About this task: The expected output is a verbatim reprint of the lines from the beginning of the data that follows through the line that contains "ctx.font = font".

Record excerpts:
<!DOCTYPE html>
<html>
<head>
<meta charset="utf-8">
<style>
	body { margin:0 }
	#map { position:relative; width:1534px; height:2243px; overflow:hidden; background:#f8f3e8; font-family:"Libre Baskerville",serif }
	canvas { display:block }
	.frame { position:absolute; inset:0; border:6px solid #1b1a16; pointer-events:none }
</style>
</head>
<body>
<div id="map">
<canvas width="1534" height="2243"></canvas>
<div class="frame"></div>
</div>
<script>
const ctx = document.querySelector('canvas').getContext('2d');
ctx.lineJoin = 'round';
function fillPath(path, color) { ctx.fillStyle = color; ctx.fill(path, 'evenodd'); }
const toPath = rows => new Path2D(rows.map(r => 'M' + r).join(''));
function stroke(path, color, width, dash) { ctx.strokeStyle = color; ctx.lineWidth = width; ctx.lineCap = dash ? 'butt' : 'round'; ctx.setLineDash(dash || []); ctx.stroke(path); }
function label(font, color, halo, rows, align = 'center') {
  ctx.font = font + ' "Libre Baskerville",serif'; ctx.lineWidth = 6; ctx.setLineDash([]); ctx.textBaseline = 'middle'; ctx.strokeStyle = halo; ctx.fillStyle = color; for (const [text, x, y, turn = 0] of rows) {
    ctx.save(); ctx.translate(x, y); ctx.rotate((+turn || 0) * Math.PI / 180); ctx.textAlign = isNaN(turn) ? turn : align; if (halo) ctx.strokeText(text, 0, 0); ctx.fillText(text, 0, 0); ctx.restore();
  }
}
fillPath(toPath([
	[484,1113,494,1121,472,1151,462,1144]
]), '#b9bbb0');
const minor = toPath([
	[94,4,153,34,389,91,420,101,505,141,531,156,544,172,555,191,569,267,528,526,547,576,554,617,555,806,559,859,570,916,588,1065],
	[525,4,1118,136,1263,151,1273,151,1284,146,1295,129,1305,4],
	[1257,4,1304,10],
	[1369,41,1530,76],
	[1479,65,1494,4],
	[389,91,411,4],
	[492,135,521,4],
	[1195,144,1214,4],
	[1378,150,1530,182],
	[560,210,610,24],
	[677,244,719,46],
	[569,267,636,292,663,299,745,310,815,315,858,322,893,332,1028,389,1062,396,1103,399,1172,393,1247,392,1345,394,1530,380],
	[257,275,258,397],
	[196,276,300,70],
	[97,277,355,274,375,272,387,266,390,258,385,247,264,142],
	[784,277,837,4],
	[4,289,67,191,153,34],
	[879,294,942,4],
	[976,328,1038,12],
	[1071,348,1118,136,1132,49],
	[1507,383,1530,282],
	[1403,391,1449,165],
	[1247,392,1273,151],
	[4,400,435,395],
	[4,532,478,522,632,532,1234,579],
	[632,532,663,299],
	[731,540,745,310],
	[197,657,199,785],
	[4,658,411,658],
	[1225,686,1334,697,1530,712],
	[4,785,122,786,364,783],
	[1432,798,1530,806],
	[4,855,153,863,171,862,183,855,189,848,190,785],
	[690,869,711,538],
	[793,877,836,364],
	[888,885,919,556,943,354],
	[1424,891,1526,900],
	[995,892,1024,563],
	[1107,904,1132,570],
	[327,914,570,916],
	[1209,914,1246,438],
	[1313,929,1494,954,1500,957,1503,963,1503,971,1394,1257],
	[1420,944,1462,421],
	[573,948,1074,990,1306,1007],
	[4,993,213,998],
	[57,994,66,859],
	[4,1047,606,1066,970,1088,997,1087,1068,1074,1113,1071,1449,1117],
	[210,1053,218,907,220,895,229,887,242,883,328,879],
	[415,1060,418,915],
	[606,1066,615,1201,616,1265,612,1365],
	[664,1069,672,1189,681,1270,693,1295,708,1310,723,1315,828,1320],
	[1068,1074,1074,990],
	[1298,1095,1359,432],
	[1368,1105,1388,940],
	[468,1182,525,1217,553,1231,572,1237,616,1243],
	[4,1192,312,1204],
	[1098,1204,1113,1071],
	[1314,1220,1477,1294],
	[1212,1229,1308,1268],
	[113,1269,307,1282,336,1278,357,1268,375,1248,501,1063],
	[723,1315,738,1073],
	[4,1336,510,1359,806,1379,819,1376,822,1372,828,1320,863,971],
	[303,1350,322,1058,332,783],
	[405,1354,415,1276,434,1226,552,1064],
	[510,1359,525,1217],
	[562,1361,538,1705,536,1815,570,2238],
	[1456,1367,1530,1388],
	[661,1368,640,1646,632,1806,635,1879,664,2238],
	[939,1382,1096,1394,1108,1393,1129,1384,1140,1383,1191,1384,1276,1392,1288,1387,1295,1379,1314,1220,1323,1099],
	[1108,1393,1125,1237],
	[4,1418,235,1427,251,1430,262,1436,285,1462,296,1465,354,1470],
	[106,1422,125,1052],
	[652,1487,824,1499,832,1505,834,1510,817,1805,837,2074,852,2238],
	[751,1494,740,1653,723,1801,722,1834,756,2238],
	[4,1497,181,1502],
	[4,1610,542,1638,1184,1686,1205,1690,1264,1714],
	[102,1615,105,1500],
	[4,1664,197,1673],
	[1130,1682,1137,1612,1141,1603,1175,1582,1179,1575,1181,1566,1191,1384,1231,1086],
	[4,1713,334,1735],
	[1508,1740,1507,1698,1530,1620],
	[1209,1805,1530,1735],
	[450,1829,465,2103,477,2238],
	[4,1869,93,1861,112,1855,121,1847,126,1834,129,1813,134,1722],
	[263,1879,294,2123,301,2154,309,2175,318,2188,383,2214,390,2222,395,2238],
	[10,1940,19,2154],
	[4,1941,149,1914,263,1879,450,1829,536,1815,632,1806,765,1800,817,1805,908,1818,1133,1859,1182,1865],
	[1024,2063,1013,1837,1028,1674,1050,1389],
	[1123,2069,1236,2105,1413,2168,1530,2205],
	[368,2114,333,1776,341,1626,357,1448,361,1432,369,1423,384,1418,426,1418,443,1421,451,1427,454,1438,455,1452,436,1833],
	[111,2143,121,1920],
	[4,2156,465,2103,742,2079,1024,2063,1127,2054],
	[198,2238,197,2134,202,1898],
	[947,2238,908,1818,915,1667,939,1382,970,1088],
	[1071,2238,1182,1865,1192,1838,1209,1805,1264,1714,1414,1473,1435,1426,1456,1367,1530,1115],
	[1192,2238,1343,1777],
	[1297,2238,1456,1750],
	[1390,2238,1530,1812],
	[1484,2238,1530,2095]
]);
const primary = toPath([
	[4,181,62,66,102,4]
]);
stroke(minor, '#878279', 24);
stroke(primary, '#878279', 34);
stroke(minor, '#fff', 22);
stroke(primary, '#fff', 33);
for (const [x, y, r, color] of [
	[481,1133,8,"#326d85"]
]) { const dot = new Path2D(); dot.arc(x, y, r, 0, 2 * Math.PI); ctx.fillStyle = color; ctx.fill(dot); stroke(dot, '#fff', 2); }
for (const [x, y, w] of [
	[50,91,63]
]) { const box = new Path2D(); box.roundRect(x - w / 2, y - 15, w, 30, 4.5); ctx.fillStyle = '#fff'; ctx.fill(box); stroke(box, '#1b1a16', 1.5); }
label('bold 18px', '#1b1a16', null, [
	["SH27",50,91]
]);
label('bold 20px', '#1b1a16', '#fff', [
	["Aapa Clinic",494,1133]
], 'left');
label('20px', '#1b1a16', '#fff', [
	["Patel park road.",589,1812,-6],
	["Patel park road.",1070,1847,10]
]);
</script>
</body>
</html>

Solution to the problem:
<!DOCTYPE html>
<html>
<head>
<meta charset="utf-8">
<style>
	body { margin:0 }
	#map { position:relative; width:1534px; height:2243px; overflow:hidden; background:#f8f3e8; font-family:"Libre Baskerville",serif }
	canvas { display:block }
	.frame { position:absolute; inset:0; border:6px solid #1b1a16; pointer-events:none }
</style>
</head>
<body>
<div id="map">
<canvas width="1534" height="2243"></canvas>
<div class="frame"></div>
</div>
<script>
const ctx = document.querySelector('canvas').getContext('2d');
ctx.lineJoin = 'round';
function fillPath(path, color) { ctx.fillStyle = color; ctx.fill(path, 'evenodd'); }
const toPath = rows => new Path2D(rows.map(r => 'M' + r).join(''));
function stroke(path, color, width, dash) { ctx.strokeStyle = color; ctx.lineWidth = width; ctx.lineCap = dash ? 'butt' : 'round'; ctx.setLineDash(dash || []); ctx.stroke(path); }
function label(font, color, halo, rows, align = 'center') {
  ctx.font = font + ' "Libre Baskerville",serif'; ctx.lineWidth = 6; ctx.setLineDash([]); ctx.textBaseline = 'middle'; ctx.strokeStyle = halo; ctx.fillStyle = color; for (const [text, x, y, turn = 0] of rows) {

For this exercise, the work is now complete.